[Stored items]
_ _ _ _

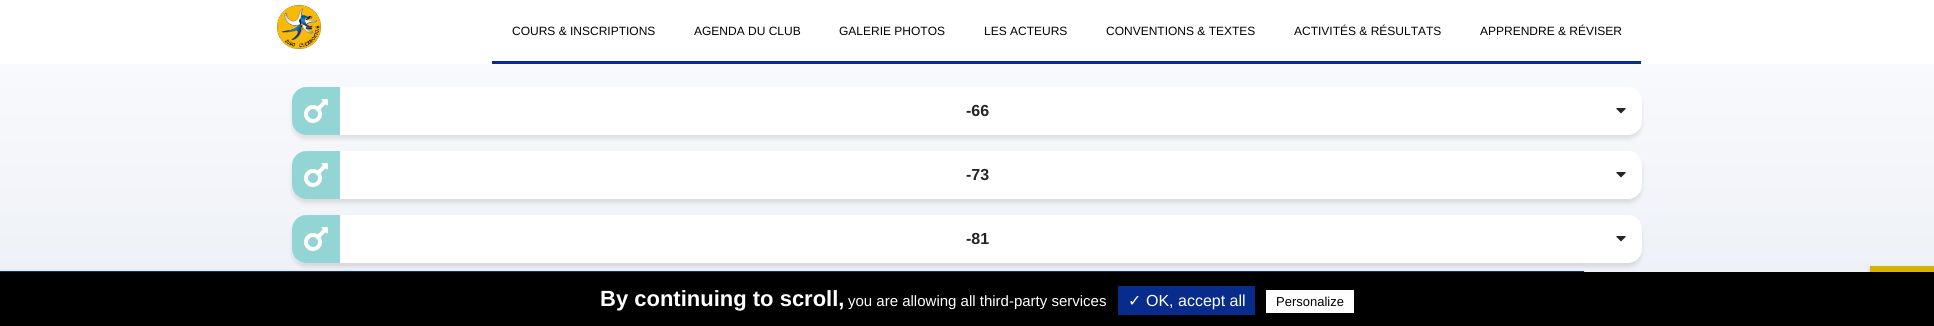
import math
import cairo


def use_color(cr, r, g, b):
  cr.set_source_rgb(r / 255, g / 255, b / 255)

def text(cr, x, y, s, family, size, color, bold=False, italic=False):
  cr.select_font_face(family, cairo.FONT_SLANT_ITALIC if italic else cairo.FONT_SLANT_NORMAL, cairo.FONT_WEIGHT_BOLD if bold else cairo.FONT_WEIGHT_NORMAL)
  cr.set_font_size(size)
  use_color(cr, *color)
  cr.move_to(x, y)
  cr.show_text(s)

def box(cr, x, y, w, h, *color):
  use_color(cr, *color)
  cr.rectangle(x, y, w, h)
  cr.fill()

def round_rect(cr, x, y, w, h, r):
  cr.new_sub_path()
  for i, (u, v) in enumerate([(x + w - r, y + h - r), (x + r, y + h - r), (x + r, y + r), (x + w - r, y + r)]):
    cr.arc(u, v, r, i * math.pi / 2, (i + 1) * math.pi / 2)
  cr.close_path()

def shadow(cr, x, y, w, h, r, blur, alpha):
  cr.push_group_with_content(cairo.CONTENT_ALPHA)
  cr.set_operator(cairo.OPERATOR_SOURCE)
  for i in range(15, -16, -2):
    e = blur * i / 6
    if min(w, h) + 2 * e > 0:
      cr.set_source_rgba(0, 0, 0, alpha * math.erfc((i - 1) / 8.5) / 2)
      round_rect(cr, x - e, y - e, w + 2 * e, h + 2 * e, max(0, min(r + e + blur * .6, min(w, h) / 2 + e)))
      cr.fill()
  cr.mask(cr.pop_group())

def picture(cr, path, x, y, w, h):
  cr.save()
  cr.set_source_surface(cairo.ImageSurface.create_from_png(path), x, y)
  cr.rectangle(x, y, w, h)
  cr.fill()
  cr.restore()

def draw(cr):
  use_color(cr, 255, 255, 255)
  cr.paint()
  picture(cr, "img_01.png", 277, 5, 44, 44)
  box(cr, 492, 61, 1149, 3, 8, 44, 140)
  gradient = cairo.LinearGradient(967, 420, 967, -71)
  gradient.add_color_stop_rgba(0, 0.906, 0.922, 0.957, 1)
  gradient.add_color_stop_rgba(1, 1, 1, 1, 1)
  cr.set_source(gradient)
  cr.rectangle(0, 64, 1934, 208)
  cr.fill()
  use_color(cr, 0, 0, 0)
  shadow(cr, 292, 91, 1350, 48, 14, 2, 0.1)
  use_color(cr, 255, 255, 255)
  round_rect(cr, 292, 87, 1350, 48, 14)
  cr.fill()
  use_color(cr, 147, 212, 212)
  cr.new_path()
  cr.move_to(306, 87)
  cr.line_to(340, 87)
  cr.line_to(340, 135)
  cr.line_to(306, 135)
  cr.curve_to(298.5, 135, 292, 128.5, 292, 121)
  cr.line_to(292, 101)
  cr.curve_to(292, 93.5, 298.5, 87, 306, 87)
  cr.close_path()
  cr.fill()
  picture(cr, "img_02.png", 304, 99, 24, 24)
  picture(cr, "img_03.png", 1616, 108, 10, 6)
  use_color(cr, 0, 0, 0)
  shadow(cr, 292, 155, 1350, 48, 14, 2, 0.1)
  use_color(cr, 255, 255, 255)
  round_rect(cr, 292, 151, 1350, 48, 14)
  cr.fill()
  use_color(cr, 147, 212, 212)
  cr.new_path()
  cr.move_to(306, 151)
  cr.line_to(340, 151)
  cr.line_to(340, 199)
  cr.line_to(306, 199)
  cr.curve_to(298.5, 199, 292, 192.5, 292, 185)
  cr.line_to(292, 165)
  cr.curve_to(292, 157.5, 298.5, 151, 306, 151)
  cr.close_path()
  cr.fill()
  picture(cr, "img_02.png", 304, 163, 24, 24)
  picture(cr, "img_03.png", 1616, 172, 10, 6)
  use_color(cr, 0, 0, 0)
  shadow(cr, 292, 219, 1350, 48, 14, 2, 0.1)
  use_color(cr, 255, 255, 255)
  round_rect(cr, 292, 215, 1350, 48, 14)
  cr.fill()
  use_color(cr, 147, 212, 212)
  cr.new_path()
  cr.move_to(306, 215)
  cr.line_to(340, 215)
  cr.line_to(340, 263)
  cr.line_to(306, 263)
  cr.curve_to(298.5, 263, 292, 256.5, 292, 249)
  cr.line_to(292, 229)
  cr.curve_to(292, 221.5, 298.5, 215, 306, 215)
  cr.close_path()
  cr.fill()
  picture(cr, "img_02.png", 304, 227, 24, 24)
  picture(cr, "img_03.png", 1616, 236, 10, 6)
  use_color(cr, 85, 85, 85)
  shadow(cr, 0, 272, 1584, 5, 0, 1, 1)
  use_color(cr, 255, 255, 255)
  shadow(cr, 0, 271, 1584, 5, 0, 1, 1)
  box(cr, 0, 271, 1584, 1, 8, 44, 140)
  use_color(cr, 0, 0, 0)
  shadow(cr, 1870, 268, 64, 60, 0, 2, 0.2)
  box(cr, 0, 272, 1934, 54, 0, 0, 0)
  box(cr, 1118, 286, 137, 29, 8, 44, 140)
  box(cr, 1266, 290, 88, 23, 255, 255, 255)
  box(cr, 1870, 266, 64, 6, 214, 177, 0)
  text(cr, 512, 35, "COURS & INSCRIPTIONS", "Liberation Sans", 12, (0, 0, 0))
  text(cr, 694, 35, "AGENDA DU CLUB", "Liberation Sans", 12, (0, 0, 0))
  text(cr, 839, 35, "GALERIE PHOTOS", "Liberation Sans", 12, (0, 0, 0))
  text(cr, 984, 35, "LES ACTEURS", "Liberation Sans", 12, (0, 0, 0))
  text(cr, 1106, 35, "CONVENTIONS & TEXTES", "Liberation Sans", 12, (0, 0, 0))
  text(cr, 1294, 35, "ACTIVITÉS & RÉSULTATS", "Liberation Sans", 12, (0, 0, 0))
  text(cr, 1480, 35, "APPRENDRE & RÉVISER", "Liberation Sans", 12, (0, 0, 0))
  text(cr, 966, 116, "-66", "Liberation Sans", 16, (33, 37, 41), bold=True)
  text(cr, 966, 180, "-73", "Liberation Sans", 16, (33, 37, 41), bold=True)
  text(cr, 966, 244, "-81", "Liberation Sans", 16, (33, 37, 41), bold=True)
  text(cr, 600, 306, "By continuing to scroll,", "Liberation Sans", 22, (255, 255, 255), bold=True)
  text(cr, 848, 306, "you are allowing all third-party services", "Liberation Sans", 15, (255, 255, 255))
  text(cr, 1128, 306, "✓", "DejaVu Sans", 16, (255, 255, 255))
  text(cr, 1146, 306, "OK, accept all", "Liberation Sans", 16, (255, 255, 255))
  text(cr, 1276, 306, "Personalize", "Liberation Sans", 13, (0, 0, 0))


surface = cairo.ImageSurface(cairo.FORMAT_RGB24, 1934, 326)
cr = cairo.Context(surface)
options = cairo.FontOptions()
options.set_hint_metrics(cairo.HINT_METRICS_OFF)
options.set_hint_style(cairo.HINT_STYLE_NONE)
cr.set_font_options(options)
cr.set_miter_limit(4)
draw(cr)
surface.write_to_png("out.png")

_ _ _ _

» Task prompt: Transcribe the entries above exactly, from their first line through the line with "cr.set_source_rgba(0, 0, 0, alpha", and omit all pictures.

» Task result:
import math
import cairo


def use_color(cr, r, g, b):
  cr.set_source_rgb(r / 255, g / 255, b / 255)

def text(cr, x, y, s, family, size, color, bold=False, italic=False):
  cr.select_font_face(family, cairo.FONT_SLANT_ITALIC if italic else cairo.FONT_SLANT_NORMAL, cairo.FONT_WEIGHT_BOLD if bold else cairo.FONT_WEIGHT_NORMAL)
  cr.set_font_size(size)
  use_color(cr, *color)
  cr.move_to(x, y)
  cr.show_text(s)

def box(cr, x, y, w, h, *color):
  use_color(cr, *color)
  cr.rectangle(x, y, w, h)
  cr.fill()

def round_rect(cr, x, y, w, h, r):
  cr.new_sub_path()
  for i, (u, v) in enumerate([(x + w - r, y + h - r), (x + r, y + h - r), (x + r, y + r), (x + w - r, y + r)]):
    cr.arc(u, v, r, i * math.pi / 2, (i + 1) * math.pi / 2)
  cr.close_path()

def shadow(cr, x, y, w, h, r, blur, alpha):
  cr.push_group_with_content(cairo.CONTENT_ALPHA)
  cr.set_operator(cairo.OPERATOR_SOURCE)
  for i in range(15, -16, -2):
    e = blur * i / 6
    if min(w, h) + 2 * e > 0:
      cr.set_source_rgba(0, 0, 0, alpha * math.erfc((i - 1) / 8.5) / 2)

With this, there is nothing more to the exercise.